# Work instructions:
Every entry below should be copied exactly, minus the pictures.
/---
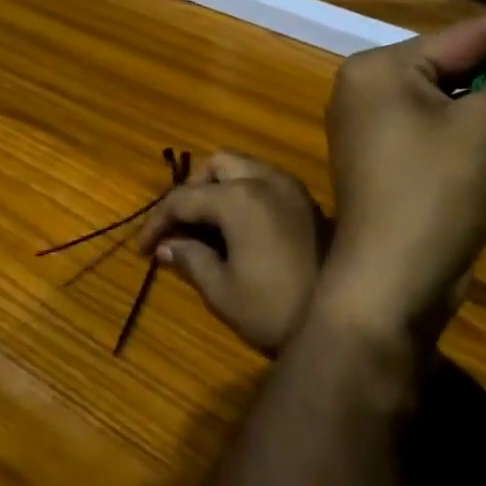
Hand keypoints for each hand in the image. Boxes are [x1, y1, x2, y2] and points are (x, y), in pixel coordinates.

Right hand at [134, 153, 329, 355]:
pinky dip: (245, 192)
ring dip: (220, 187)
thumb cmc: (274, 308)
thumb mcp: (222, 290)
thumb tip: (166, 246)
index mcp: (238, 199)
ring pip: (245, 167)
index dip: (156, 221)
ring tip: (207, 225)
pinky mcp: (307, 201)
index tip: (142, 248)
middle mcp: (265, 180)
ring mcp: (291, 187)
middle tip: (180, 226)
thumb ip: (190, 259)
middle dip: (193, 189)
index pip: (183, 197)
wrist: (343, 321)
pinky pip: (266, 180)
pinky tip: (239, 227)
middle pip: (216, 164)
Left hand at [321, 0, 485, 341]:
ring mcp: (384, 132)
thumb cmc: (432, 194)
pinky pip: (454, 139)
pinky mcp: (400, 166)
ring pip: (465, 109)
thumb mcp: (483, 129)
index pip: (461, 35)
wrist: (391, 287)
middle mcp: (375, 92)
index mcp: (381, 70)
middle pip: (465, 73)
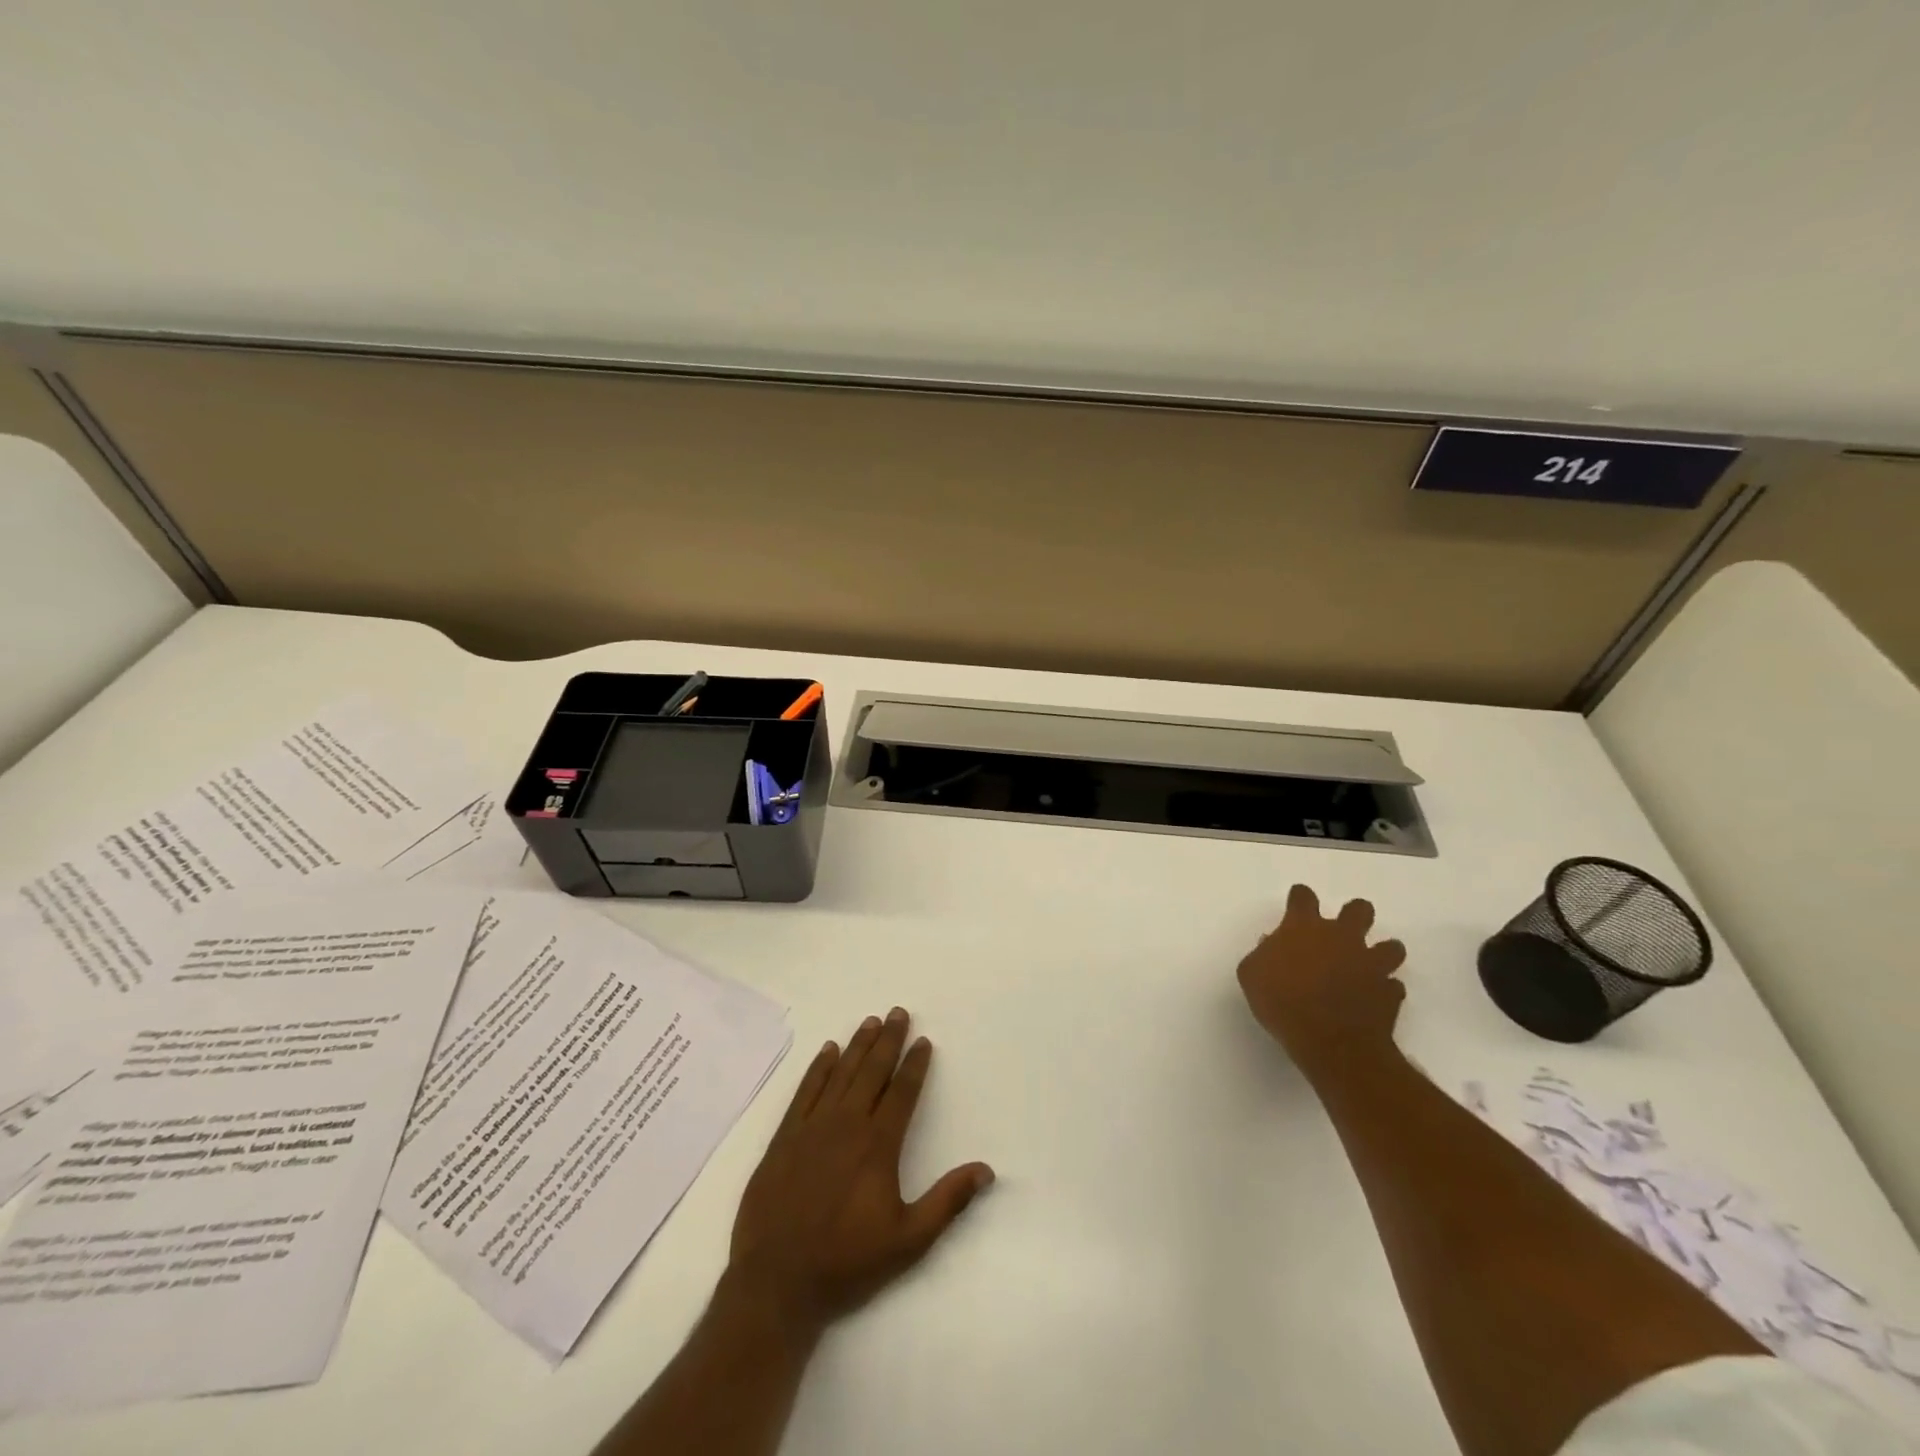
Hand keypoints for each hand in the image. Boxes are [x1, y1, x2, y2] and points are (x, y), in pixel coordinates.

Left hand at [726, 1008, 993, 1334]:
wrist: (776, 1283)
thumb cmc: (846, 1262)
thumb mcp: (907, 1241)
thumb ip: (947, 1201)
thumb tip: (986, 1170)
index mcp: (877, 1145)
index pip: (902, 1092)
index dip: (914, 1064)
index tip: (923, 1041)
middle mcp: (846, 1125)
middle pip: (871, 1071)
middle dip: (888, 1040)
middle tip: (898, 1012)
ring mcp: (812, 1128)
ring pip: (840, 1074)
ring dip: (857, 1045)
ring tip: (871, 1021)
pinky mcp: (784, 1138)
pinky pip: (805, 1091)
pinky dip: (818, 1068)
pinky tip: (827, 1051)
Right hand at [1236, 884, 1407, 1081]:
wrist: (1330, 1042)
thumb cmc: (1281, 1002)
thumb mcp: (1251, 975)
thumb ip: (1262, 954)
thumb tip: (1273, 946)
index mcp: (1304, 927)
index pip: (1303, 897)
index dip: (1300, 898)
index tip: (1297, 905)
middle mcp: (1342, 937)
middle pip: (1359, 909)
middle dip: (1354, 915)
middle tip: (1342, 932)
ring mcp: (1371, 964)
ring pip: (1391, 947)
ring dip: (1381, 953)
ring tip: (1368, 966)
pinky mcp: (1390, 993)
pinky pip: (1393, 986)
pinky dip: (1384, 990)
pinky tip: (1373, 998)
\---
# Solution:
Hand keypoints for each hand in the image. Boxes are [x1, y1, x2, y2] and points are (x, y), in pixel coordinates.

Right hand at [134, 153, 329, 355]:
pinky dip: (245, 192)
ring dip: (220, 187)
thumb cmc: (274, 308)
thumb mcp: (222, 290)
thumb tip: (166, 246)
index mcp: (238, 199)
ring pip: (245, 167)
index dip: (156, 221)
ring tip: (207, 225)
pinky mcp: (307, 201)
index tip: (142, 248)
middle mcp: (265, 180)
ring mcp: (291, 187)
middle tip: (180, 226)
thumb ip: (190, 259)
middle dip: (193, 189)
index pip: (183, 197)
wrist: (343, 321)
pinky pip: (266, 180)
pinky tip: (239, 227)
middle pip: (216, 164)
Left hand at [321, 0, 485, 341]:
ring mcp: (384, 132)
thumb cmc: (432, 194)
pinky pip: (454, 139)
pinky mcp: (400, 166)
ring pip: (465, 109)
thumb mcp: (483, 129)
index pip: (461, 35)
wrist: (391, 287)
middle mcp: (375, 92)
index mcp: (381, 70)
middle pip: (465, 73)
Hand keypoints for each hand in the image. Boxes are [x1, y1, x2, y2] and points are (x, y), in pixel coordinates.

Left hand at [726, 1008, 993, 1334]:
wrist: (776, 1283)
thumb cmc: (846, 1262)
thumb mcp: (907, 1241)
thumb ip: (947, 1201)
thumb tip: (986, 1170)
index mcp: (877, 1145)
index pip: (902, 1092)
index dip: (914, 1064)
index tip: (923, 1041)
middle mcp: (846, 1125)
middle pip: (871, 1071)
middle dip: (888, 1040)
middle tip: (898, 1012)
ring mcp: (812, 1128)
ring pip: (840, 1074)
ring dip: (857, 1045)
ring tip: (871, 1021)
pinky mcp: (784, 1138)
pinky pip: (805, 1091)
pinky dip: (818, 1068)
pinky tip: (827, 1051)
Right hand at [1236, 884, 1407, 1081]:
wrist: (1330, 1042)
thumb cmc: (1281, 1002)
thumb mcp: (1251, 975)
thumb ip: (1262, 954)
thumb tip: (1273, 946)
index mcp: (1304, 927)
index pip: (1303, 897)
index dip: (1300, 898)
index tip: (1297, 905)
middle mcp: (1342, 937)
middle pip: (1359, 909)
middle dip: (1354, 915)
middle tip: (1342, 932)
ring mcp: (1371, 964)
ring pip: (1391, 947)
ring dip: (1381, 953)
ring tip: (1368, 966)
pinky mcp: (1390, 993)
pinky pip: (1393, 986)
pinky dip: (1384, 990)
pinky tip: (1373, 998)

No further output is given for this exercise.